Please print each record that follows precisely as it appears.

• • • •

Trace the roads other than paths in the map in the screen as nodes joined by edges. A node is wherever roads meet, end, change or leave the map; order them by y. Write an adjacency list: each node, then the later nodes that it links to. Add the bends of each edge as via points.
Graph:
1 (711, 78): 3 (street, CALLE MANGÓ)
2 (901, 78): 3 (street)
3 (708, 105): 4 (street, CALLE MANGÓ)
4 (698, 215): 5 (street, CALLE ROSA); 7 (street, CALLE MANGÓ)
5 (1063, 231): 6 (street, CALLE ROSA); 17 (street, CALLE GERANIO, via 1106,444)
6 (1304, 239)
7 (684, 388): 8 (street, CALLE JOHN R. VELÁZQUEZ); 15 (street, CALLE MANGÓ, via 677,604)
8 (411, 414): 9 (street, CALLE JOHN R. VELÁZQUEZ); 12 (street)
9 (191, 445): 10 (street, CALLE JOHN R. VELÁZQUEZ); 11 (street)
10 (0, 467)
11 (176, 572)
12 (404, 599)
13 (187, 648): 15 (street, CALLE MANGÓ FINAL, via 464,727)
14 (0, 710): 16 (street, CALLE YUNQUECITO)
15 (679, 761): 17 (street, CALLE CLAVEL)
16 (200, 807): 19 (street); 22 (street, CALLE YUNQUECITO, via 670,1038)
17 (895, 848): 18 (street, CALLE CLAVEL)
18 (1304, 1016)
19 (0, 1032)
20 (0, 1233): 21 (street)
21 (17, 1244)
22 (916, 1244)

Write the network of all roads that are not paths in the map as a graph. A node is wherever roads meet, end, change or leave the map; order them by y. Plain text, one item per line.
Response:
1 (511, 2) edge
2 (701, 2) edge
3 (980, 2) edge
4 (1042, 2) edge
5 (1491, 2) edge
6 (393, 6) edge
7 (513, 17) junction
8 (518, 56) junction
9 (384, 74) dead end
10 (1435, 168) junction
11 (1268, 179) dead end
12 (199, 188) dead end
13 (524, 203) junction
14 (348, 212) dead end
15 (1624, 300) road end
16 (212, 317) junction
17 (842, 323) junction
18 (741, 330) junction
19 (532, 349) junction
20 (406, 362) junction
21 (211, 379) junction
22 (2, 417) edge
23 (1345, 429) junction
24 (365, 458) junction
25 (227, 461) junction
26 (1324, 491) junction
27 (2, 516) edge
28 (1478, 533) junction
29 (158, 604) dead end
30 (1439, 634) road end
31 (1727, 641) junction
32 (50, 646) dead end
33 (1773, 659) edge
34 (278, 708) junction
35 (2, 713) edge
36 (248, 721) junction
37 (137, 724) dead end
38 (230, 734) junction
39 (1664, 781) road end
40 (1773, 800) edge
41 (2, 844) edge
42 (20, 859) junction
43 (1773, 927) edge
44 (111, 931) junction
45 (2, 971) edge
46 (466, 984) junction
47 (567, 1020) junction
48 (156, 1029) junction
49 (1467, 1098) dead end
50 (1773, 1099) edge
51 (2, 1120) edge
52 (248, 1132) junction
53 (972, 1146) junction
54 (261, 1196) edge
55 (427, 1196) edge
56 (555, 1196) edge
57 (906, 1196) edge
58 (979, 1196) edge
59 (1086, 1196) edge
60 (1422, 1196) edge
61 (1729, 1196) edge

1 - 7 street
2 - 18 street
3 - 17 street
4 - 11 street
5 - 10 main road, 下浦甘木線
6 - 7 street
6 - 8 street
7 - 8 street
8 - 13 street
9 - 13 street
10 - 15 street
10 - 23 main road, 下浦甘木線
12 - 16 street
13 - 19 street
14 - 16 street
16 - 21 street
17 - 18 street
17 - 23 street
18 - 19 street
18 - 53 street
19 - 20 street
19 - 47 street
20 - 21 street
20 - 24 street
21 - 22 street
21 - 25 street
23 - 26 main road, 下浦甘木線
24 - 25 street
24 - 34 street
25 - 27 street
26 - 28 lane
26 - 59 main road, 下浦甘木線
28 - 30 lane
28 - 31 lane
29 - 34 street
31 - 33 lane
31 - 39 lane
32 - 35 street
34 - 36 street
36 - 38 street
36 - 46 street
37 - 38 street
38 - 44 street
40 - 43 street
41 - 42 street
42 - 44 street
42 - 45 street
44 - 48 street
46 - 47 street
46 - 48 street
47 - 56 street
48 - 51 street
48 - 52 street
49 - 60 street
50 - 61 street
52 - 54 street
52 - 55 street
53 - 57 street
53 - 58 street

• • • •

**Answer for the task:**
Trace the roads other than paths in the map in the screen as nodes joined by edges. A node is wherever roads meet, end, change or leave the map; order them by y. Write an adjacency list: each node, then the later nodes that it links to. Add the bends of each edge as via points.
Graph:
1 (711, 78): 3 (street, CALLE MANGÓ)
2 (901, 78): 3 (street)
3 (708, 105): 4 (street, CALLE MANGÓ)
4 (698, 215): 5 (street, CALLE ROSA); 7 (street, CALLE MANGÓ)
5 (1063, 231): 6 (street, CALLE ROSA); 17 (street, CALLE GERANIO, via 1106,444)
6 (1304, 239)
7 (684, 388): 8 (street, CALLE JOHN R. VELÁZQUEZ); 15 (street, CALLE MANGÓ, via 677,604)
8 (411, 414): 9 (street, CALLE JOHN R. VELÁZQUEZ); 12 (street)
9 (191, 445): 10 (street, CALLE JOHN R. VELÁZQUEZ); 11 (street)
10 (0, 467)
11 (176, 572)
12 (404, 599)
13 (187, 648): 15 (street, CALLE MANGÓ FINAL, via 464,727)
14 (0, 710): 16 (street, CALLE YUNQUECITO)
15 (679, 761): 17 (street, CALLE CLAVEL)
16 (200, 807): 19 (street); 22 (street, CALLE YUNQUECITO, via 670,1038)
17 (895, 848): 18 (street, CALLE CLAVEL)
18 (1304, 1016)
19 (0, 1032)
20 (0, 1233): 21 (street)
21 (17, 1244)
22 (916, 1244)

Write the network of all roads that are not paths in the map as a graph. A node is wherever roads meet, end, change or leave the map; order them by y. Plain text, one item per line.
Response:
1 (511, 2) edge
2 (701, 2) edge
3 (980, 2) edge
4 (1042, 2) edge
5 (1491, 2) edge
6 (393, 6) edge
7 (513, 17) junction
8 (518, 56) junction
9 (384, 74) dead end
10 (1435, 168) junction
11 (1268, 179) dead end
12 (199, 188) dead end
13 (524, 203) junction
14 (348, 212) dead end
15 (1624, 300) road end
16 (212, 317) junction
17 (842, 323) junction
18 (741, 330) junction
19 (532, 349) junction
20 (406, 362) junction
21 (211, 379) junction
22 (2, 417) edge
23 (1345, 429) junction
24 (365, 458) junction
25 (227, 461) junction
26 (1324, 491) junction
27 (2, 516) edge
28 (1478, 533) junction
29 (158, 604) dead end
30 (1439, 634) road end
31 (1727, 641) junction
32 (50, 646) dead end
33 (1773, 659) edge
34 (278, 708) junction
35 (2, 713) edge
36 (248, 721) junction
37 (137, 724) dead end
38 (230, 734) junction
39 (1664, 781) road end
40 (1773, 800) edge
41 (2, 844) edge
42 (20, 859) junction
43 (1773, 927) edge
44 (111, 931) junction
45 (2, 971) edge
46 (466, 984) junction
47 (567, 1020) junction
48 (156, 1029) junction
49 (1467, 1098) dead end
50 (1773, 1099) edge
51 (2, 1120) edge
52 (248, 1132) junction
53 (972, 1146) junction
54 (261, 1196) edge
55 (427, 1196) edge
56 (555, 1196) edge
57 (906, 1196) edge
58 (979, 1196) edge
59 (1086, 1196) edge
60 (1422, 1196) edge
61 (1729, 1196) edge

1 - 7 street
2 - 18 street
3 - 17 street
4 - 11 street
5 - 10 main road, 下浦甘木線
6 - 7 street
6 - 8 street
7 - 8 street
8 - 13 street
9 - 13 street
10 - 15 street
10 - 23 main road, 下浦甘木線
12 - 16 street
13 - 19 street
14 - 16 street
16 - 21 street
17 - 18 street
17 - 23 street
18 - 19 street
18 - 53 street
19 - 20 street
19 - 47 street
20 - 21 street
20 - 24 street
21 - 22 street
21 - 25 street
23 - 26 main road, 下浦甘木線
24 - 25 street
24 - 34 street
25 - 27 street
26 - 28 lane
26 - 59 main road, 下浦甘木線
28 - 30 lane
28 - 31 lane
29 - 34 street
31 - 33 lane
31 - 39 lane
32 - 35 street
34 - 36 street
36 - 38 street
36 - 46 street
37 - 38 street
38 - 44 street
40 - 43 street
41 - 42 street
42 - 44 street
42 - 45 street
44 - 48 street
46 - 47 street
46 - 48 street
47 - 56 street
48 - 51 street
48 - 52 street
49 - 60 street
50 - 61 street
52 - 54 street
52 - 55 street
53 - 57 street
53 - 58 street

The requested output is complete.